→ WHAT TO PRODUCE: Every entry below should appear in the answer exactly as written, apart from the pictures.

═══ STORED DATA

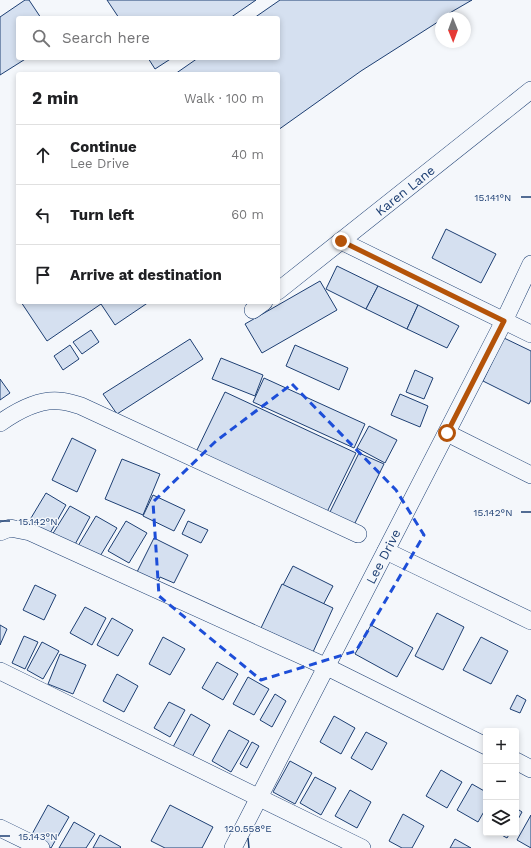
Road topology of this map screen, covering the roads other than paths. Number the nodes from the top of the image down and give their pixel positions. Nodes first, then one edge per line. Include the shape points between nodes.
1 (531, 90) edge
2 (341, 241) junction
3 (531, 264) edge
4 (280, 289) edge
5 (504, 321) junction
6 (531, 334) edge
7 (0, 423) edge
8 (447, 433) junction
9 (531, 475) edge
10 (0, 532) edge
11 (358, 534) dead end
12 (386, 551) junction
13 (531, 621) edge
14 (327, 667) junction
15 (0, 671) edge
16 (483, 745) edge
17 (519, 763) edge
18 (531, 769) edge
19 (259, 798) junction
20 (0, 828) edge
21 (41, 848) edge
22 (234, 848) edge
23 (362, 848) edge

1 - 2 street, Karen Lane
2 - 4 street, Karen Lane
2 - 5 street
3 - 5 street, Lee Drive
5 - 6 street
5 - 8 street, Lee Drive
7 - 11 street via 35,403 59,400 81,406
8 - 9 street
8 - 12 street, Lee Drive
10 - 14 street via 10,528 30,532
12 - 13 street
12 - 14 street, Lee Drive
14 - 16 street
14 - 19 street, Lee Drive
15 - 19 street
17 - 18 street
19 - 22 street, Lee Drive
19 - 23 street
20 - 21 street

══════

→ WRITTEN RESPONSE:
Road topology of this map screen, covering the roads other than paths. Number the nodes from the top of the image down and give their pixel positions. Nodes first, then one edge per line. Include the shape points between nodes.
1 (531, 90) edge
2 (341, 241) junction
3 (531, 264) edge
4 (280, 289) edge
5 (504, 321) junction
6 (531, 334) edge
7 (0, 423) edge
8 (447, 433) junction
9 (531, 475) edge
10 (0, 532) edge
11 (358, 534) dead end
12 (386, 551) junction
13 (531, 621) edge
14 (327, 667) junction
15 (0, 671) edge
16 (483, 745) edge
17 (519, 763) edge
18 (531, 769) edge
19 (259, 798) junction
20 (0, 828) edge
21 (41, 848) edge
22 (234, 848) edge
23 (362, 848) edge

1 - 2 street, Karen Lane
2 - 4 street, Karen Lane
2 - 5 street
3 - 5 street, Lee Drive
5 - 6 street
5 - 8 street, Lee Drive
7 - 11 street via 35,403 59,400 81,406
8 - 9 street
8 - 12 street, Lee Drive
10 - 14 street via 10,528 30,532
12 - 13 street
12 - 14 street, Lee Drive
14 - 16 street
14 - 19 street, Lee Drive
15 - 19 street
17 - 18 street
19 - 22 street, Lee Drive
19 - 23 street
20 - 21 street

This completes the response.